Radmacher v Granatino
- Ms Radmacher, the daughter of a wealthy German businessman, and Mr Granatino, a French national, were married in 1988. Before marrying in England, they had entered into a prenuptial agreement in Germany. In the agreement, Mr Granatino agreed not to make a financial claim if they separated.
- The parties lived in England during the course of their marriage. They had two daughters, and the marriage lasted until 2006. In 2003, Mr Granatino gave up an extremely lucrative job as a banker to take a job paying £30,000 per annum.
- Mr Granatino was awarded £5.85 million by a High Court judge. The High Court judge did not give any weight to the prenuptial agreement, which provided that Mr Granatino would receive nothing from Ms Radmacher, for the following reasons:
- “First, that the husband had had no independent legal advice prior to his entry into the contract. Second, that the wife had given no disclosure of the extent of her resources prior thereto. Third, that there had been no negotiations between the parties or their representatives prior to entry into it. Fourth, that, in the events which had happened, it would be manifestly unfair to hold the husband to its terms. And fifth, that the arrival of the two girls had so changed the landscape as to require it to be put to one side. The judge did, however, recognise, in the light of the expert evidence before her — which I think was unchallenged — that both in Germany and in France the contract would be fully enforced against the husband so as to preclude any financial recovery for himself. “ (From the Court of Appeal judgment granting the leave to appeal)

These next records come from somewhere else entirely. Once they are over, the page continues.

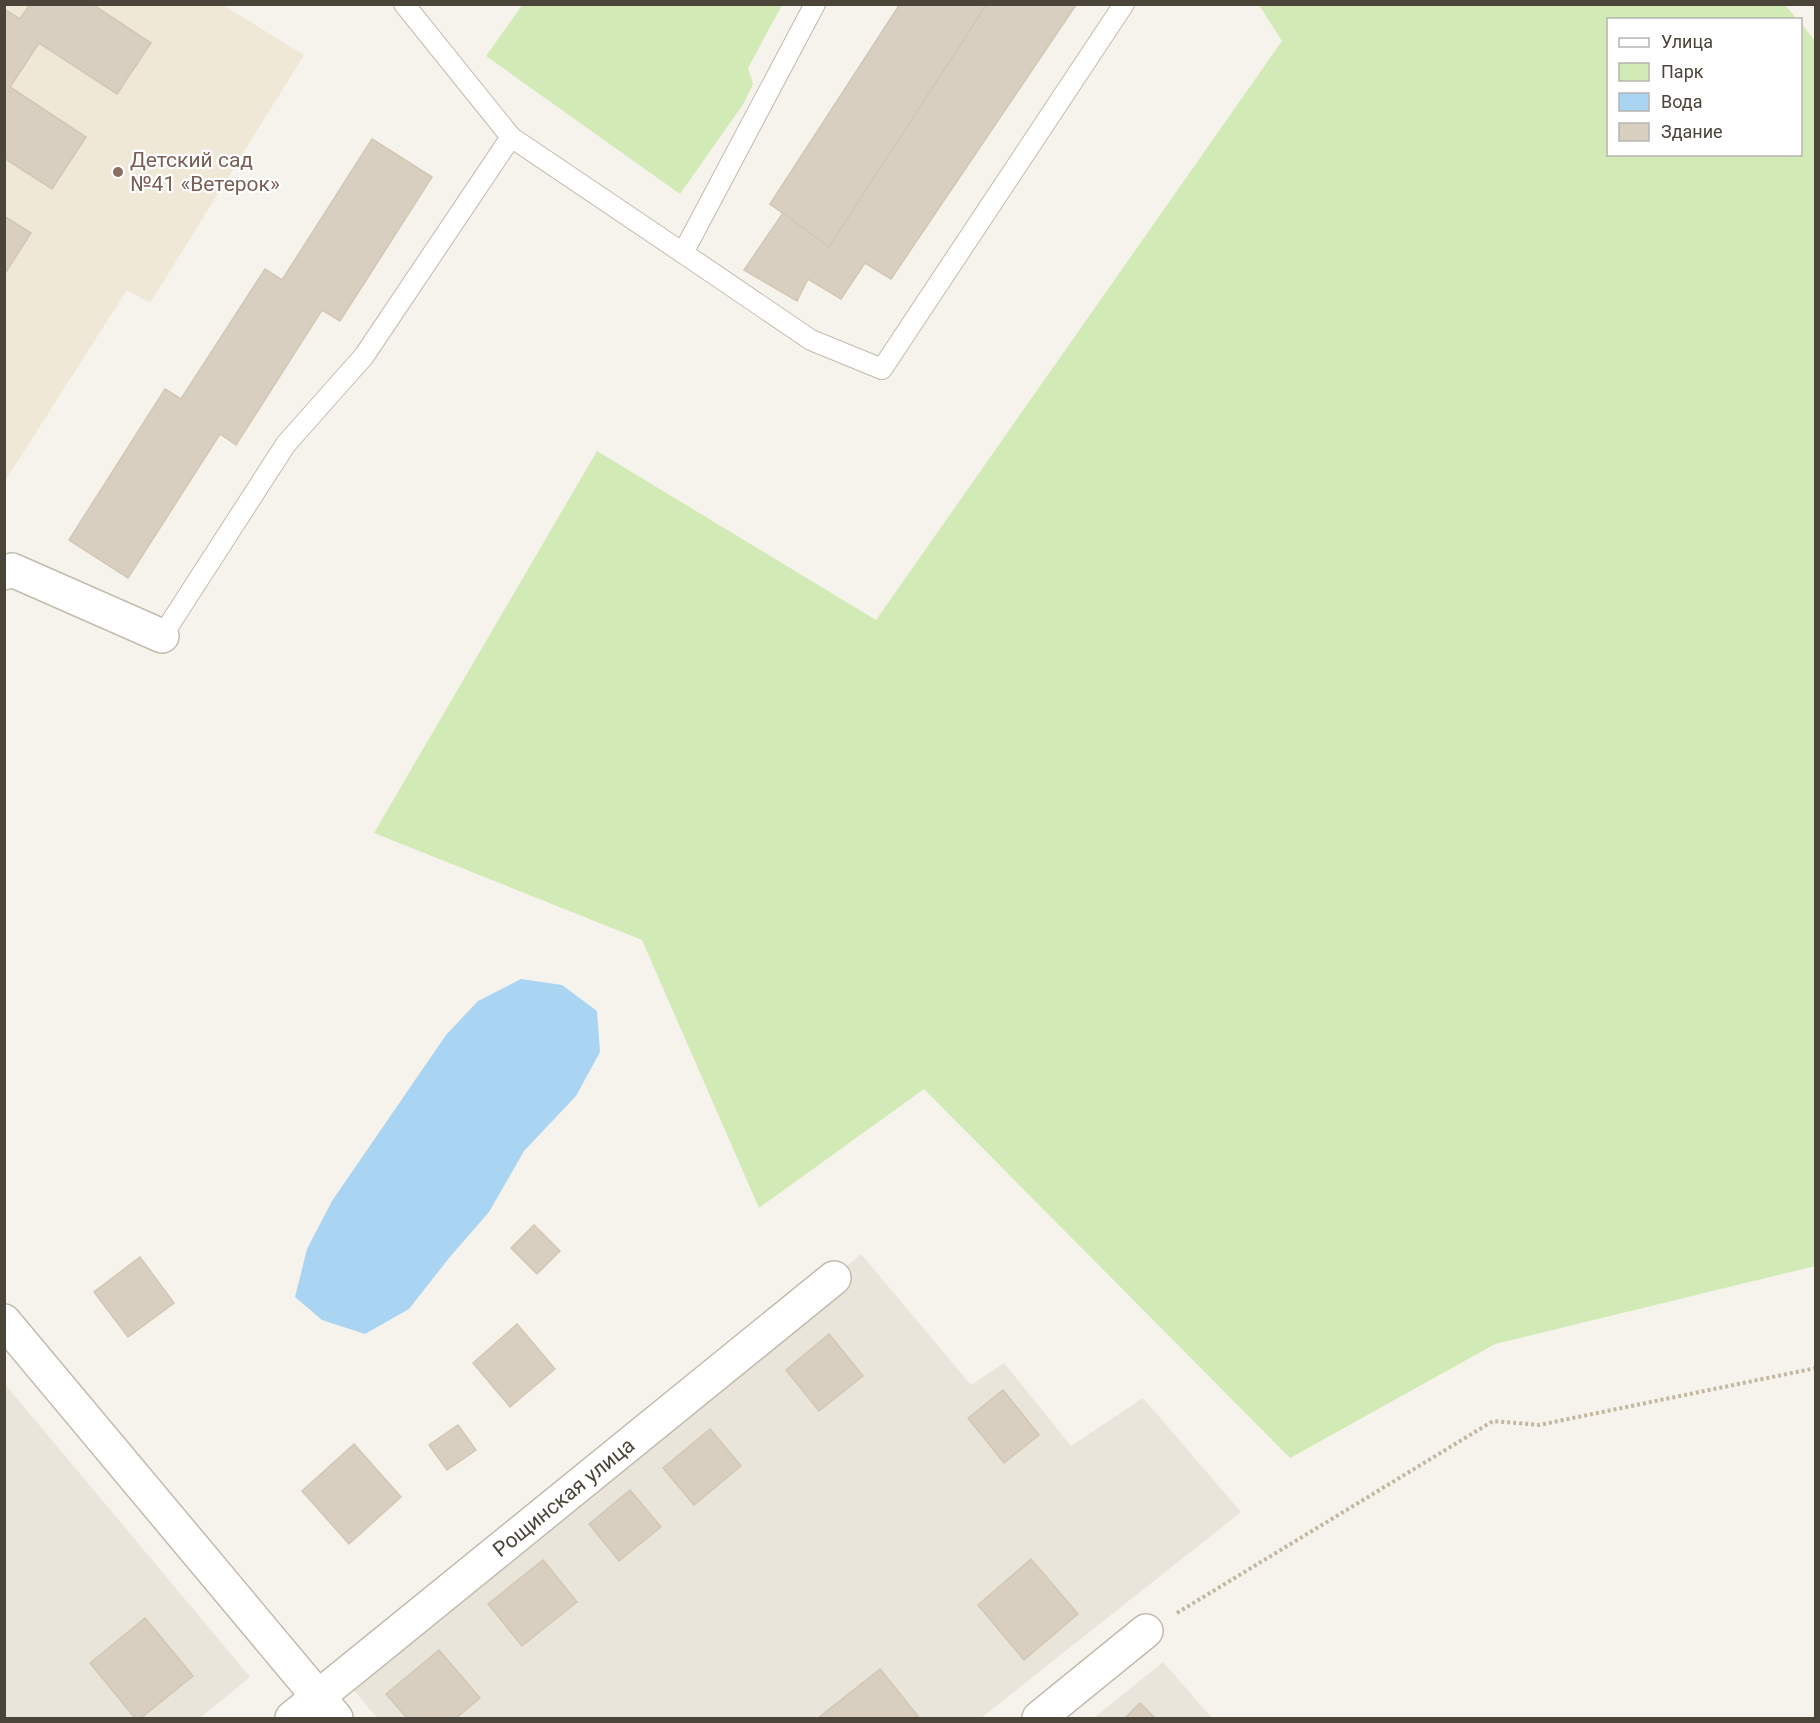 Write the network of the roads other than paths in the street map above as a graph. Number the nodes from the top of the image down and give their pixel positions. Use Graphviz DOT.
graph roads {
  1 [pos="404,4"];
  2 [pos="814,4"];
  3 [pos="1124,4"];
  4 [pos="511,137"];
  5 [pos="683,253"];
  6 [pos="4,573"];
  7 [pos="162,636"];
  8 [pos="834,1278"];
  9 [pos="4,1321"];
  10 [pos="1146,1631"];
  11 [pos="328,1708"];
  12 [pos="292,1719"];
  13 [pos="1039,1719"];
  1 -- 4 [label="lane"];
  2 -- 5 [label="lane"];
  3 -- 5 [label="lane"];
  4 -- 5 [label="lane"];
  4 -- 7 [label="lane"];
  6 -- 7 [label="street"];
  8 -- 11 [label="street, Рощинская улица"];
  9 -- 11 [label="street"];
  10 -- 13 [label="street"];
  11 -- 12 [label="street, Рощинская улица"];
}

- Ms Radmacher appealed the High Court decision to the Court of Appeal. The Court of Appeal reduced the amount Mr Granatino was entitled to receive from Ms Radmacher. The Court held that Mr Granatino was entitled to approximately £1 million in lieu of maintenance and that he was further entitled to a fund of £2.5 million to buy a house. This house was to be returned to Ms Radmacher when their youngest child reached the age of 22 years.

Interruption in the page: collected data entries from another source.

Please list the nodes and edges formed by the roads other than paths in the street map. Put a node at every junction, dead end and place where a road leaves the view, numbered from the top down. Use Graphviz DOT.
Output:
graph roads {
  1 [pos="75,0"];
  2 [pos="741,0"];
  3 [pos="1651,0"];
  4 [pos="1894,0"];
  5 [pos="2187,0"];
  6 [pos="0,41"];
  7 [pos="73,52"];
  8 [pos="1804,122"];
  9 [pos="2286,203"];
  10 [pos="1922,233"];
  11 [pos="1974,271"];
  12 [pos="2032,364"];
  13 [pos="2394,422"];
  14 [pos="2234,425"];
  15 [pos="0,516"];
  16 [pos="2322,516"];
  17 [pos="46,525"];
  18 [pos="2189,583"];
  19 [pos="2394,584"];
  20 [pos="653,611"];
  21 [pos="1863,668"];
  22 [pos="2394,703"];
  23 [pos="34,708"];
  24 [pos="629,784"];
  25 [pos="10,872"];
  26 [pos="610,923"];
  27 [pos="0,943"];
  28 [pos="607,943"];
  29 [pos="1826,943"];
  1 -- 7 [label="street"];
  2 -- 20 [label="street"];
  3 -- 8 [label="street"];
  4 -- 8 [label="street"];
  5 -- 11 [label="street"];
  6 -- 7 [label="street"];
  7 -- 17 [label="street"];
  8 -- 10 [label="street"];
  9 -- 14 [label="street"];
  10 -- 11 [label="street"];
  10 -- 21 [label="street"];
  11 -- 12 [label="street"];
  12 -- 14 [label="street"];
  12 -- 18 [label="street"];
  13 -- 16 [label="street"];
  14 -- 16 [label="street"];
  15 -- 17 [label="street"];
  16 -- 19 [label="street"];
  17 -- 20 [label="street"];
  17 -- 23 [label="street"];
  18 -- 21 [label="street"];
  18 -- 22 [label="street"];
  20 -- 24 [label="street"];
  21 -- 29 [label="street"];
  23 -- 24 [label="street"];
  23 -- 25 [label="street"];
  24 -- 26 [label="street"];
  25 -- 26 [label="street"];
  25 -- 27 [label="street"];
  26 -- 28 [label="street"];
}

- One factor behind the Court’s decision was the prenuptial agreement. The Court stated that although Mr Granatino had not sought independent legal advice before entering into the agreement, he had the opportunity to seek legal advice and engage in negotiations. Furthermore, the case had hallmarks of “internationality” and England should be seeking to reduce the rules of law that divide England from the member states of Europe where marriage contracts are standard practice. Finally, it was reasonably foreseeable that Ms Radmacher and Mr Grantino as a young couple would start a family.
It will remain to be seen whether this case changes the courts’ approach to prenuptial agreements.

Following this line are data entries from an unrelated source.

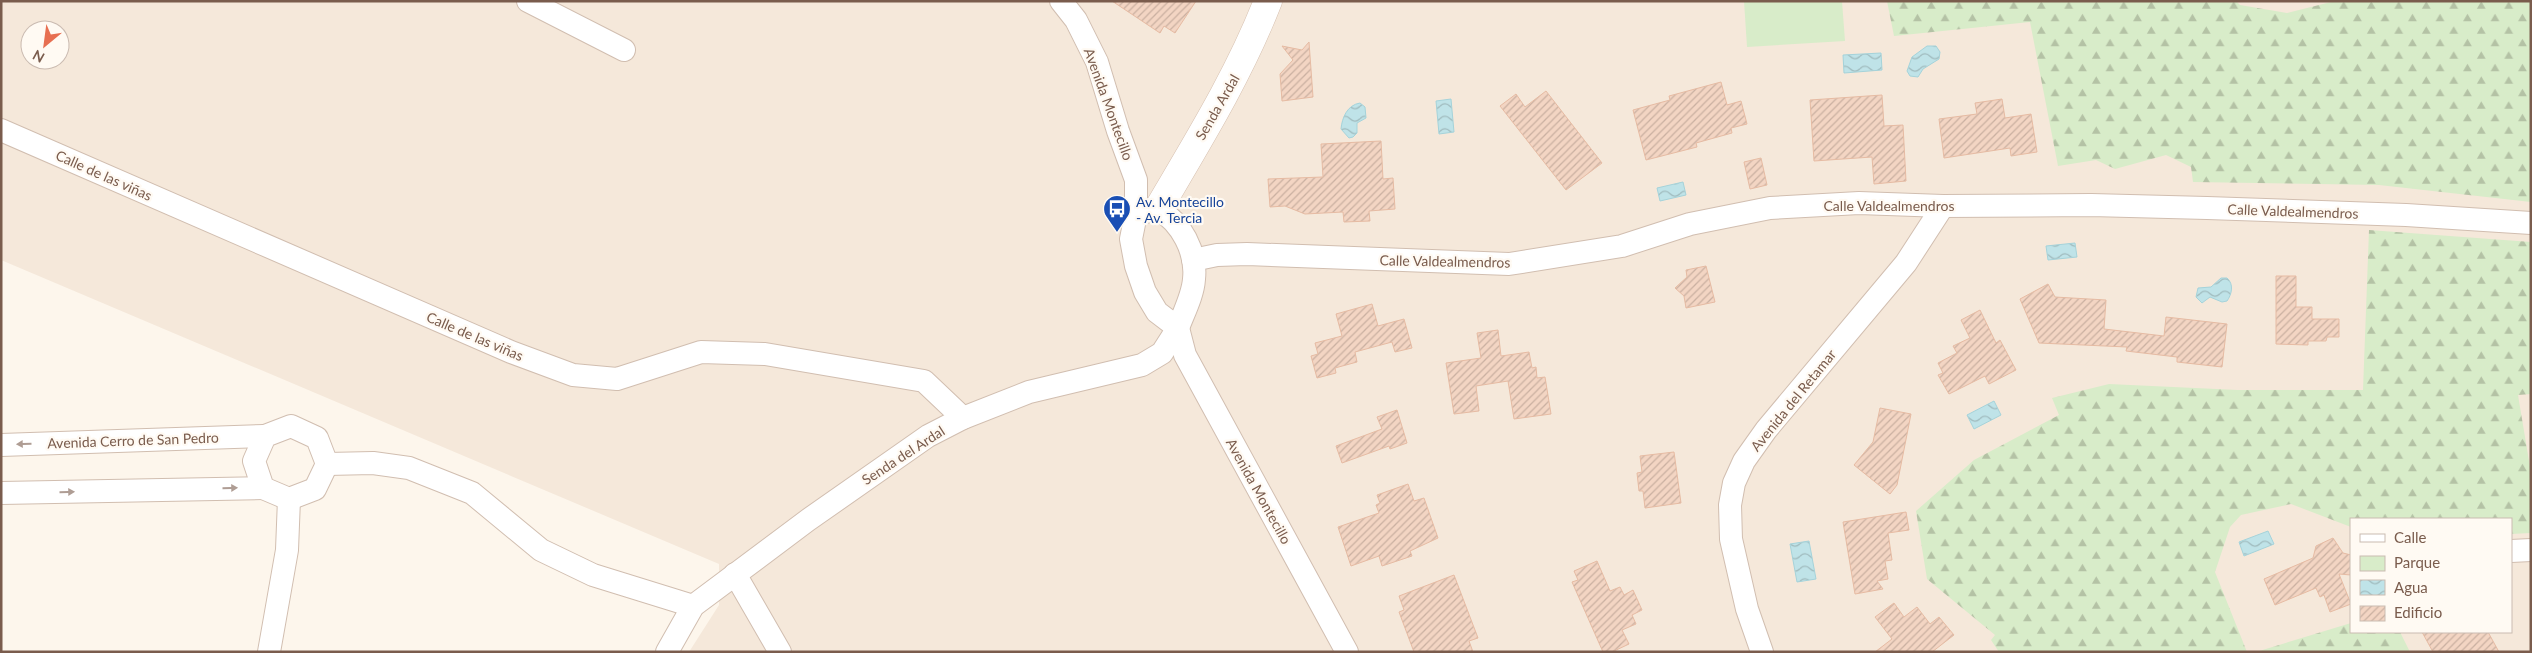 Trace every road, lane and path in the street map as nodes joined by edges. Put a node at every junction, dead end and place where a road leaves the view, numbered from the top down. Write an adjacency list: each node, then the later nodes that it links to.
1 (528, 1): 4 (street)
2 (1061, 1): 7 (street, Avenida Montecillo)
3 (1268, 1): 7 (main road, Senda Ardal)
4 (624, 50)
5 (1, 130): 11 (street, Calle de las viñas)
6 (1943, 206): 8 (street, Calle Valdealmendros); 9 (street, Calle Valdealmendros); 26 (street, Avenida del Retamar)
7 (1147, 212): 9 (street); 10 (street, Avenida Montecillo)
8 (2531, 223)
9 (1193, 260): 10 (street, Senda del Ardal)
10 (1178, 328): 11 (street, Senda del Ardal); 25 (street, Avenida Montecillo)
11 (963, 418): 20 (street, Senda del Ardal)
12 (265, 436): 13 (street, Avenida Cerro de San Pedro, one-way to 13); 14 (street); 15 (street)
13 (1, 445)
14 (327, 464): 17 (street); 21 (street)
15 (263, 488): 16 (street, one-way to 15); 17 (street)
16 (1, 493)
17 (289, 499): 22 (street)
18 (2531, 550): 19 (street)
19 (2512, 551)
20 (735, 574): 21 (street, Senda del Ardal); 24 (street)
21 (693, 606): 23 (street, Senda del Ardal)
22 (269, 652)
23 (666, 652)
24 (780, 652)
25 (1347, 652)
26 (1762, 652)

The following factors may be taken into consideration by the courts in deciding on the weight to be given to a prenuptial agreement:
- Has independent legal advice been received by both parties?
- Have both parties fully disclosed their financial affairs?
- Was the prenuptial agreement entered into well before the wedding date?
- Does the prenuptial agreement specify which country’s law should apply to the agreement, and where any issue relating to the agreement should be adjudicated?